The quality of the voice to mimic a radio broadcast isn't necessarily great and the message itself, while fine, is far from profound (at least to me). The entire production of this 20-second or so clip is fine nevertheless and by far my favorite part about this is how it transitions into the barren, calm yet fitting intro of Marazion.
Marazion: This track reverts back to the strong, anthem-like purpose that Hidden Rocks had but encapsulated within the style of The Echelon Effect. In what's becoming a hallmark of the artist, there's a pause about mid-way in the track which has been given great care over the past releases to sound different enough to not come off as predictable. There's nothing worse than having a listener anticipate a part of a song, especially one they had never listened before, which ends up taking them out of the experience. Had I not even brought it up, no one would have noticed I bet. But this artist handles this so well that it's more of a welcomed staple than anything. The final minute of a five and a half minute track is tremendous having been built over the large majority of the song. Long, sustained chords brushed over smart noise (violin, drums, xylophone, etc.) create a hell of a sound. An outstanding track and we've just about reached the mid-way point of the album.

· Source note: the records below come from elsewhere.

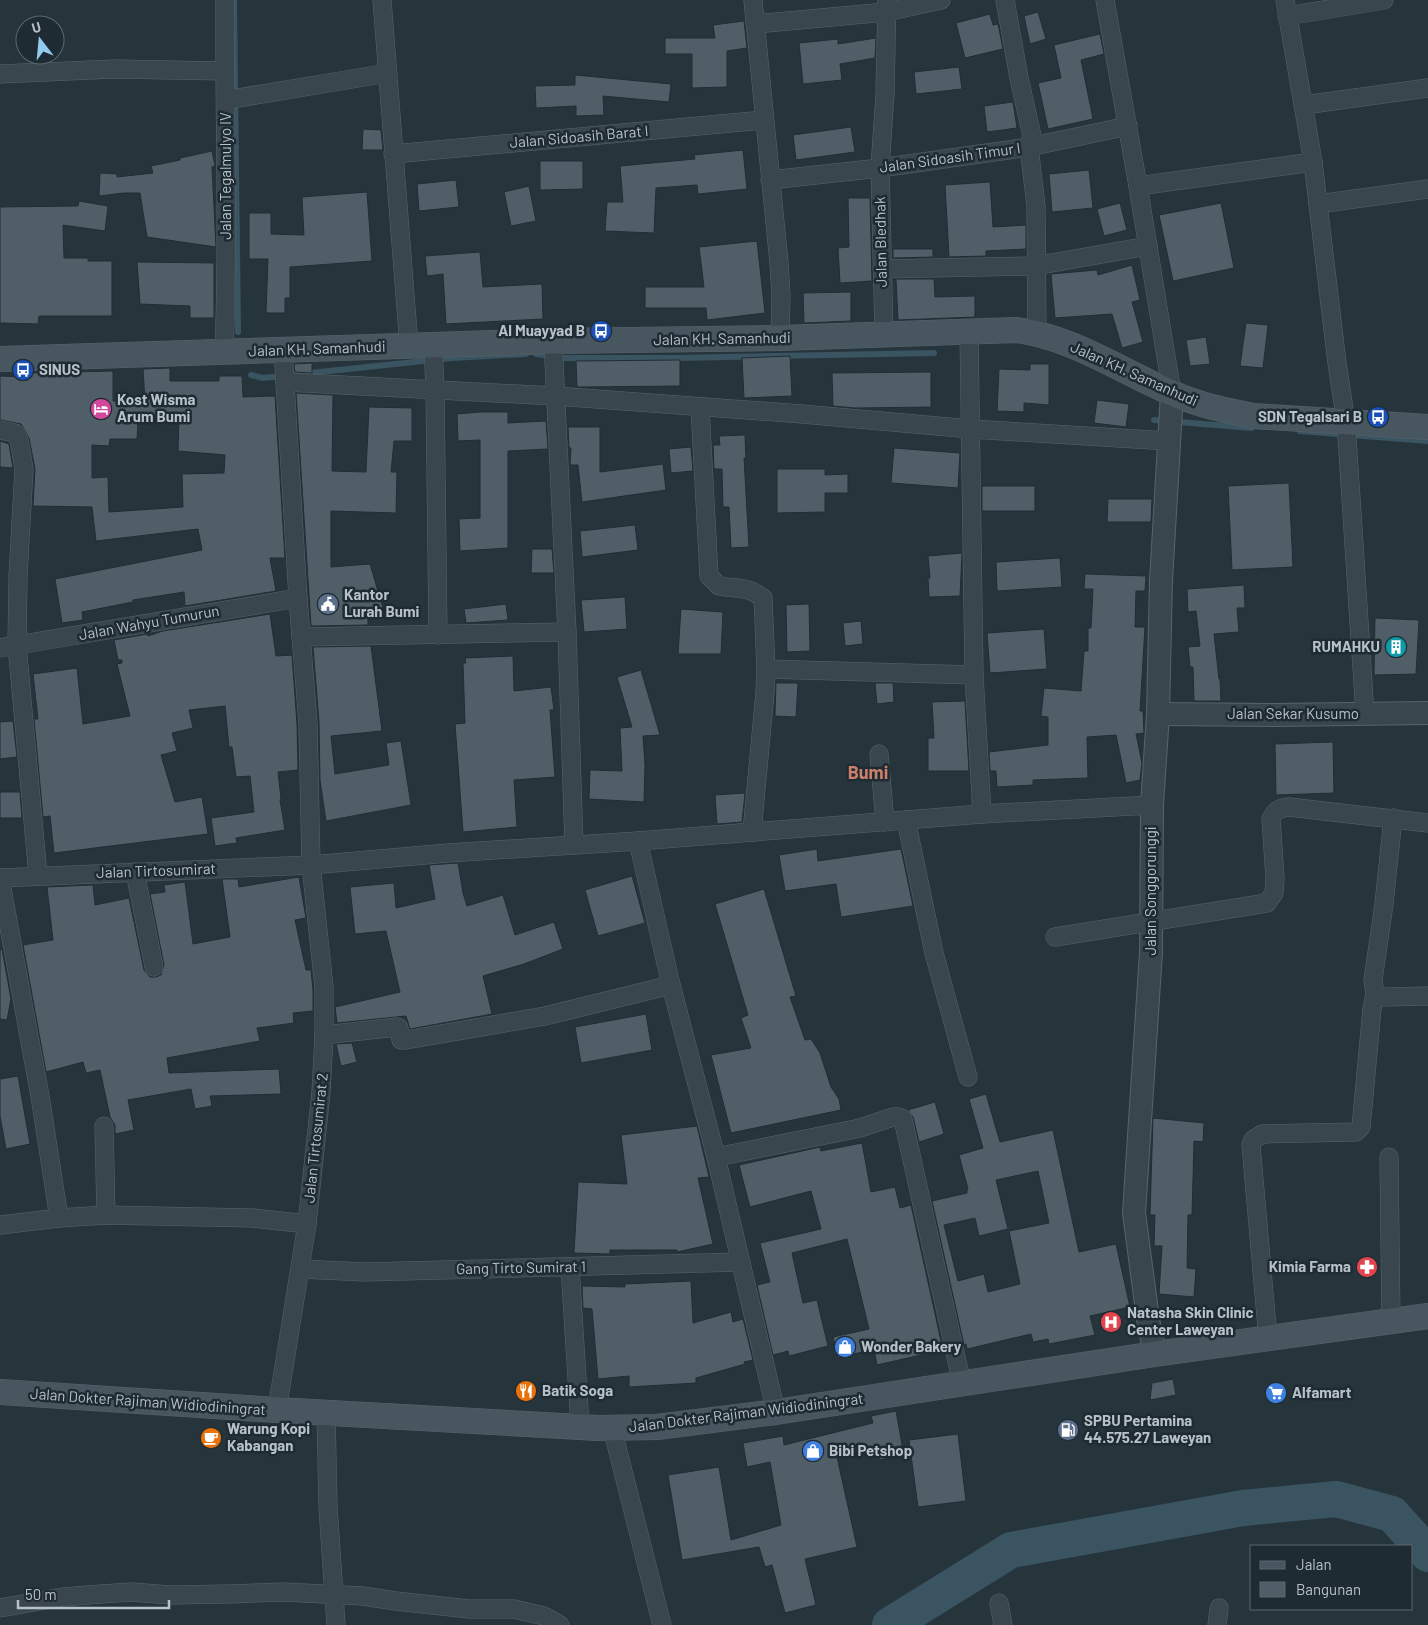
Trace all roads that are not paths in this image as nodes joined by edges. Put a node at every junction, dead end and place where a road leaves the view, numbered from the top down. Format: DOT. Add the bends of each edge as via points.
graph roads {
  1 [pos="226,0"];
  2 [pos="382,0"];
  3 [pos="752,0"];
  4 [pos="942,0"];
  5 [pos="1005,0"];
  6 [pos="1105,0"];
  7 [pos="1384,0"];
  8 [pos="887,6"];
  9 [pos="1286,8"];
  10 [pos="755,24"];
  11 [pos="225,71"];
  12 [pos="388,73"];
  13 [pos="0,74"];
  14 [pos="1428,88"];
  15 [pos="233,99"];
  16 [pos="1304,105"];
  17 [pos="764,120"];
  18 [pos="1128,126"];
  19 [pos="1029,147"];
  20 [pos="393,154"];
  21 [pos="1313,162"];
  22 [pos="880,168"];
  23 [pos="770,180"];
  24 [pos="1138,186"];
  25 [pos="1428,189"];
  26 [pos="1318,204"];
  27 [pos="1148,246"];
  28 [pos="1035,266"];
  29 [pos="882,269"];
  30 [pos="968,333"];
  31 [pos="1037,333"];
  32 [pos="884,334"];
  33 [pos="780,338"];
  34 [pos="421,345"];
  35 [pos="553,346"];
  36 [pos="224,352"];
  37 [pos="0,359"];
  38 [pos="285,369"];
  39 [pos="435,389"];
  40 [pos="555,396"];
  41 [pos="700,407"];
  42 [pos="1170,419"];
  43 [pos="1428,427"];
  44 [pos="971,429"];
  45 [pos="0,430"];
  46 [pos="1347,433"];
  47 [pos="298,598"];
  48 [pos="567,632"];
  49 [pos="438,635"];
  50 [pos="301,636"];
  51 [pos="9,647"];
  52 [pos="766,669"];
  53 [pos="974,675"];
  54 [pos="1428,713"];
  55 [pos="1158,714"];
  56 [pos="1365,714"];
  57 [pos="879,754"];
  58 [pos="1152,805"];
  59 [pos="982,814"];
  60 [pos="1393,818"];
  61 [pos="906,820"];
  62 [pos="885,822"];
  63 [pos="1428,823"];
  64 [pos="752,832"];
  65 [pos="638,841"];
  66 [pos="574,845"];
  67 [pos="311,864"];
  68 [pos="135,872"];
  69 [pos="38,876"];
  70 [pos="0,878"];
  71 [pos="1152,922"];
  72 [pos="1055,937"];
  73 [pos="154,967"];
  74 [pos="671,985"];
  75 [pos="1375,994"];
  76 [pos="1428,996"];
  77 [pos="324,1035"];
  78 [pos="968,1077"];
  79 [pos="104,1126"];
  80 [pos="716,1157"];
  81 [pos="1389,1157"];
  82 [pos="106,1215"];
  83 [pos="59,1218"];
  84 [pos="307,1224"];
  85 [pos="0,1226"];
  86 [pos="741,1262"];
  87 [pos="570,1267"];
  88 [pos="300,1269"];
  89 [pos="1428,1316"];
  90 [pos="1391,1322"];
  91 [pos="1268,1339"];
  92 [pos="1155,1354"];
  93 [pos="962,1384"];
  94 [pos="0,1392"];
  95 [pos="277,1410"];
  96 [pos="326,1412"];
  97 [pos="776,1412"];
  98 [pos="580,1426"];
  99 [pos="612,1428"];
  100 [pos="334,1594"];
  101 [pos="999,1603"];
  102 [pos="0,1608"];
  103 [pos="336,1625"];
  104 [pos="560,1625"];
  105 [pos="662,1625"];
  106 [pos="1003,1625"];
  1 -- 11 [label="street, Jalan Tegalmulyo IV"];
  2 -- 12 [label="street"];
  3 -- 10 [label="street"];
  4 -- 8 [label="street"];
  5 -- 19 [label="street" via="1032,136"];
  6 -- 18 [label="street"];
  7 -- 9 [label="street"];
  8 -- 10 [label="street"];
  8 -- 22 [label="street, Jalan Bledhak"];
  9 -- 16 [label="street"];
  10 -- 17 [label="street"];
  11 -- 13 [label="street" via="114,69"];
  11 -- 15 [label="street, Jalan Tegalmulyo IV"];
  12 -- 15 [label="street"];
  12 -- 20 [label="street"];
  14 -- 16 [label="street"];
  15 -- 36 [label="street, Jalan Tegalmulyo IV"];
  16 -- 21 [label="street"];
  17 -- 20 [label="street, Jalan Sidoasih Barat I"];
  17 -- 23 [label="street"];
  18 -- 19 [label="street, Jalan Sidoasih Timur I"];
  18 -- 24 [label="street"];
  19 -- 22 [label="street, Jalan Sidoasih Timur I"];
  19 -- 28 [label="street" via="1036,206"];
  20 -- 34 [label="street"];
  21 -- 24 [label="street"];
  21 -- 26 [label="street"];
  22 -- 23 [label="street, Jalan Sidoasih Timur I"];
  22 -- 29 [label="street, Jalan Bledhak"];
  23 -- 33 [label="street" via="781,295"];
  24 -- 27 [label="street"];
  25 -- 26 [label="street"];
  26 -- 46 [label="street"];
  27 -- 28 [label="street"];
  27 -- 42 [label="street"];
  28 -- 29 [label="street"];
  28 -- 31 [label="street"];
  29 -- 32 [label="street, Jalan Bledhak"];
  30 -- 31 [label="main road, Jalan KH. Samanhudi" via="1016,330"];
  30 -- 32 [label="main road, Jalan KH. Samanhudi"];
  30 -- 44 [label="street"];
  31 -- 42 [label="main road, Jalan KH. Samanhudi" via="1105,360"];
  32 -- 33 [label="main road, Jalan KH. Samanhudi"];
  33 -- 35 [label="main road, Jalan KH. Samanhudi"];
  34 -- 35 [label="main road, Jalan KH. Samanhudi"];
  34 -- 38 [label="main road, Jalan KH. Samanhudi"];
  34 -- 39 [label="street"];
  35 -- 40 [label="street"];
  36 -- 37 [label="main road, Jalan KH. Samanhudi"];
  36 -- 38 [label="main road, Jalan KH. Samanhudi"];
  38 -- 39 [label="street"];
  38 -- 47 [label="street, Jalan Tirtosumirat 2"];
  39 -- 40 [label="street"];
  39 -- 49 [label="street"];
  40 -- 41 [label="street"];
  40 -- 48 [label="street"];
  41 -- 44 [label="street"];
  41 -- 52 [label="street" via="709,576 718,586 745,588 763,598"];
  42 -- 44 [label="street"];
  42 -- 46 [label="main road, Jalan KH. Samanhudi" via="1197,403"];
  42 -- 55 [label="street, Jalan Songgorunggi"];
  43 -- 46 [label="main road, Jalan KH. Samanhudi"];
  44 -- 53 [label="street"];
  45 -- 51 [label="street" via="15,433 24,469 18,576"];
  46 -- 56 [label="street"];
  47 -- 50 [label="street, Jalan Tirtosumirat 2"];
  47 -- 51 [label="street, Jalan Wahyu Tumurun"];
  48 -- 49 [label="street"];
  48 -- 66 [label="street"];
  49 -- 50 [label="street"];
  50 -- 67 [label="street, Jalan Tirtosumirat 2" via="308,723"];
  51 -- 69 [label="street"];
  52 -- 53 [label="street"];
  52 -- 64 [label="street"];
  53 -- 59 [label="street"];
  54 -- 56 [label="street, Jalan Sekar Kusumo"];
  55 -- 56 [label="street, Jalan Sekar Kusumo"];
  55 -- 58 [label="street, Jalan Songgorunggi"];
  57 -- 62 [label="street"];
  58 -- 59 [label="street, Jalan Tirtosumirat"];
  58 -- 71 [label="street, Jalan Songgorunggi"];
  59 -- 61 [label="street, Jalan Tirtosumirat"];
  60 -- 63 [label="street"];
  60 -- 71 [label="street" via="1281,808 1271,819 1275,878 1274,893 1267,903"];
  60 -- 75 [label="street" via="1373,980"];
  61 -- 62 [label="street, Jalan Tirtosumirat"];
  61 -- 78 [label="street" via="934,953"];
  62 -- 64 [label="street, Jalan Tirtosumirat"];
  64 -- 65 [label="street, Jalan Tirtosumirat"];
  65 -- 66 [label="street, Jalan Tirtosumirat"];
  65 -- 74 [label="street"];
  66 -- 67 [label="street, Jalan Tirtosumirat"];
  67 -- 68 [label="street, Jalan Tirtosumirat"];
  67 -- 77 [label="street, Jalan Tirtosumirat 2" via="324,987"];
  68 -- 69 [label="street, Jalan Tirtosumirat"];
  68 -- 73 [label="street"];
  69 -- 70 [label="street, Jalan Tirtosumirat"];
  70 -- 83 [label="street"];
  71 -- 72 [label="street"];
  71 -- 92 [label="street, Jalan Songgorunggi" via="1134,1213"];
  74 -- 77 [label="street" via="545,1016 406,1040 401,1040 397,1027"];
  74 -- 80 [label="street"];
  75 -- 76 [label="street" via="1380,997"];
  75 -- 91 [label="street" via="1360,1130 1262,1134 1251,1145"];
  77 -- 84 [label="street, Jalan Tirtosumirat 2" via="322,1092"];
  79 -- 82 [label="street"];
  80 -- 86 [label="street"];
  80 -- 93 [label="street" via="860,1128 894,1117 903,1119"];
  81 -- 90 [label="street"];
  82 -- 83 [label="street"];
  82 -- 84 [label="street" via="253,1218"];
  83 -- 85 [label="street"];
  84 -- 88 [label="street, Jalan Tirtosumirat 2"];
  86 -- 87 [label="street, Gang Tirto Sumirat 1"];
  86 -- 97 [label="street"];
  87 -- 88 [label="street, Gang Tirto Sumirat 1" via="365,1272"];
  87 -- 98 [label="street"];
  88 -- 95 [label="street, Jalan Tirtosumirat 2"];
  89 -- 90 [label="main road, Jalan Dokter Rajiman Widiodiningrat"];
  90 -- 91 [label="main road, Jalan Dokter Rajiman Widiodiningrat"];
  91 -- 92 [label="main road, Jalan Dokter Rajiman Widiodiningrat"];
  92 -- 93 [label="main road, Jalan Dokter Rajiman Widiodiningrat"];
  93 -- 97 [label="main road, Jalan Dokter Rajiman Widiodiningrat"];
  94 -- 95 [label="main road, Jalan Dokter Rajiman Widiodiningrat"];
  95 -- 96 [label="main road, Jalan Dokter Rajiman Widiodiningrat"];
  96 -- 98 [label="main road, Jalan Dokter Rajiman Widiodiningrat"];
  96 -- 100 [label="street"];
  97 -- 99 [label="main road, Jalan Dokter Rajiman Widiodiningrat" via="657,1427"];
  98 -- 99 [label="main road, Jalan Dokter Rajiman Widiodiningrat"];
  99 -- 105 [label="street"];
  100 -- 102 [label="street" via="125,1593 63,1597"];
  100 -- 103 [label="street"];
  100 -- 104 [label="street" via="469,1609 514,1609 544,1616"];
  101 -- 106 [label="street"];
}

Masts: Solid atmospheric intro to help you come together after the strong end to Marazion. While this may have been perceived to been a throw-away song, about two-minutes into Masts, you are thrown a curve-ball as one of the more unique songs you'll ever listen to this year comes into play. Masts is a fitting name for this song, because of the sense that the sound emulates the feeling a legitimate mast must have overlooking, in this case, the Atlantic Ocean. The ebb and flow of the sound plus what surely must have been an attempt to mimic the crashing of waves in the background helps you reach this feeling of serenity. It ends far too soon because of how easy it is to make you sit back, forget everything around you and listen. A final sustained pitch ends the track before oozing over into the next one. Once again, great attention to detail by The Echelon Effect.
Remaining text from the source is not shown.